[Keypoint text descriptions]

──────

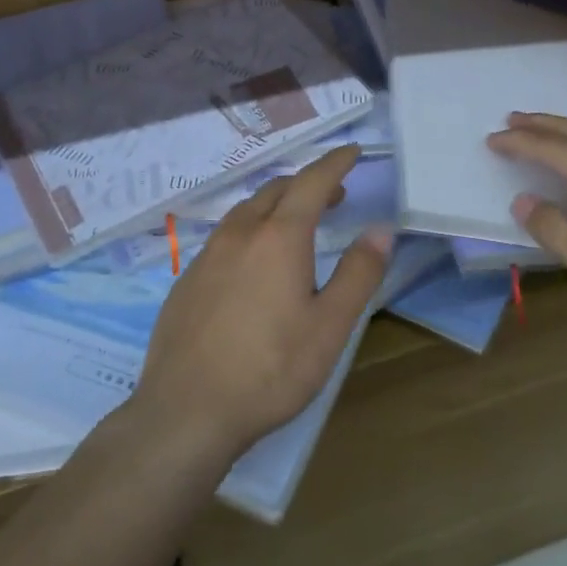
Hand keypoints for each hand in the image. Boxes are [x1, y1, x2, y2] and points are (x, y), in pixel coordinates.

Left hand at [134, 144, 391, 459]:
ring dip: (277, 205)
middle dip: (307, 183)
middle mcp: (240, 234)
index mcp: (279, 237)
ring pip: (246, 211)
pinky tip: (253, 262)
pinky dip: (250, 230)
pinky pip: (225, 237)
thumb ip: (359, 273)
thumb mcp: (330, 326)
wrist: (185, 413)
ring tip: (295, 223)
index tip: (352, 152)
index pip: (312, 182)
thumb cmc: (270, 370)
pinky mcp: (186, 280)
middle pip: (276, 190)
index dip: (335, 163)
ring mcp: (207, 255)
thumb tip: (381, 229)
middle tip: (333, 195)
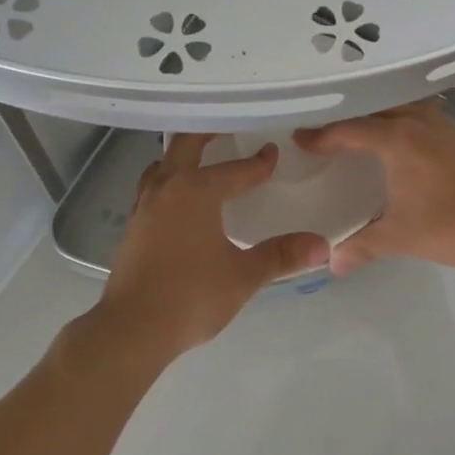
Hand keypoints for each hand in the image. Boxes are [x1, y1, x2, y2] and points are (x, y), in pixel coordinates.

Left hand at [99, 134, 327, 357]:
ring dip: (182, 155)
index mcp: (196, 191)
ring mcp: (145, 205)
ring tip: (200, 157)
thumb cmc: (190, 296)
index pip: (235, 169)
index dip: (258, 163)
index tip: (273, 153)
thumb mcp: (243, 276)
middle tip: (227, 125)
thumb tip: (322, 245)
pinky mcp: (133, 226)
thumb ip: (281, 256)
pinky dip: (168, 179)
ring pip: (163, 164)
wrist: (131, 329)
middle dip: (208, 133)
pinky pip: (152, 186)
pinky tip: (177, 198)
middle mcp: (168, 188)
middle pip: (186, 146)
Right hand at [294, 101, 454, 275]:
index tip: (300, 139)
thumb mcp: (400, 237)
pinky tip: (396, 136)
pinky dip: (398, 118)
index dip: (322, 135)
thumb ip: (363, 246)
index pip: (349, 129)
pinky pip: (417, 113)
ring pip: (398, 106)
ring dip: (375, 114)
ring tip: (356, 128)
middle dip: (346, 117)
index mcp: (397, 138)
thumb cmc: (451, 224)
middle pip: (372, 109)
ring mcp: (440, 123)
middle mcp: (416, 121)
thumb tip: (331, 264)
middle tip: (323, 129)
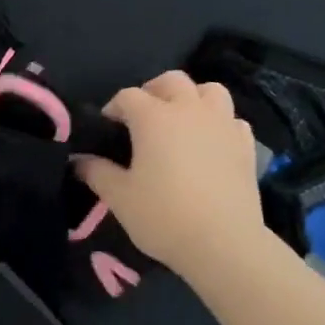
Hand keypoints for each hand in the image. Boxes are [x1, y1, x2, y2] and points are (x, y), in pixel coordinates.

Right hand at [76, 71, 269, 283]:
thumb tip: (79, 160)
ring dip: (192, 98)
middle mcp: (190, 110)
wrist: (223, 243)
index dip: (114, 108)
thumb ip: (96, 172)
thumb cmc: (163, 216)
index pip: (128, 96)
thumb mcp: (119, 197)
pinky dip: (218, 123)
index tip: (107, 129)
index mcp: (154, 117)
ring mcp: (223, 124)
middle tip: (142, 117)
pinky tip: (210, 144)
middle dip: (153, 91)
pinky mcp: (246, 144)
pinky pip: (231, 119)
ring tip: (181, 122)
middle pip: (172, 81)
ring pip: (209, 91)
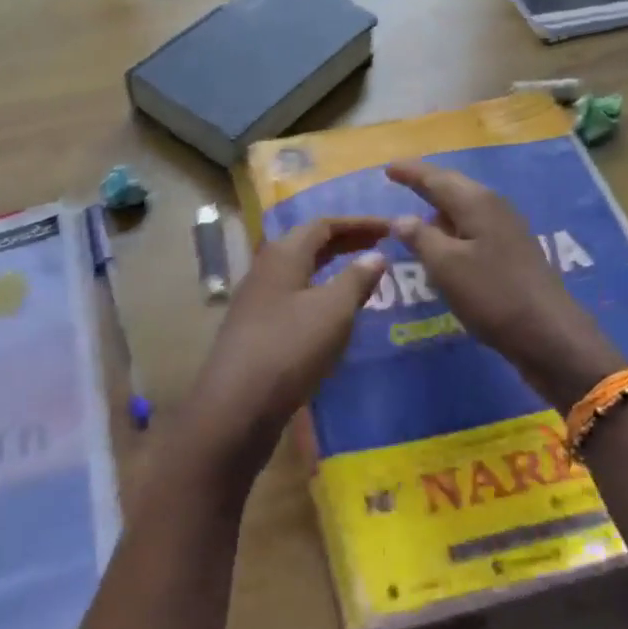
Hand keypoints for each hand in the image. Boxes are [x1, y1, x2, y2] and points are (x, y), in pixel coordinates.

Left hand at [183, 216, 389, 484]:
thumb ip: (356, 279)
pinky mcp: (256, 329)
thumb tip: (376, 255)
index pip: (323, 225)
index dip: (358, 223)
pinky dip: (319, 294)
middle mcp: (266, 269)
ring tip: (362, 277)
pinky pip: (294, 298)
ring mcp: (257, 300)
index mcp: (283, 254)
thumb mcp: (333, 311)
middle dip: (345, 242)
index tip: (390, 228)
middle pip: (308, 244)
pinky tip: (334, 315)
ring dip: (331, 269)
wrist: (237, 405)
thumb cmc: (290, 348)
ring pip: (300, 272)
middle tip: (380, 246)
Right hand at [386, 161, 622, 409]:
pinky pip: (475, 228)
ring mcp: (508, 229)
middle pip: (454, 187)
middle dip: (427, 183)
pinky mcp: (514, 252)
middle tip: (401, 181)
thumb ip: (420, 237)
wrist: (550, 333)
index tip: (388, 168)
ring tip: (417, 214)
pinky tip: (446, 245)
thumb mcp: (445, 266)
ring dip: (441, 208)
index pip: (435, 179)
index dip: (410, 173)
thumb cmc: (492, 295)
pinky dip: (455, 229)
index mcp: (476, 203)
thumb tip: (400, 218)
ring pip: (466, 208)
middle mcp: (494, 206)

──────

■ Aim of the task
Make a copy of each line in the records above that has the word "hand".

■ Written answer
Hand keypoints for each hand in the image. Boxes are [x1, y1, x2, y2] and points are (x, y), in pixel coordinates.
Left hand at [134, 144, 391, 459]:
Hand keypoints for each hand in the image. Boxes are [x1, y1, x2, y2] and points are (x, y), in pixel coordinates.
Left hand at [99, 134, 327, 357]:
Right hand at [294, 101, 454, 275]:
Hand keypoints for each hand in the image. Boxes are [x1, y1, x2, y2] and points are (x, y), in pixel coordinates.
Right hand at [76, 71, 269, 283]:
Hand keypoints for each hand in the image. Boxes are [x1, y1, x2, y2] and points are (x, y), in pixel coordinates.
Left hand at [183, 216, 389, 484]:
Right hand at [386, 161, 622, 409]:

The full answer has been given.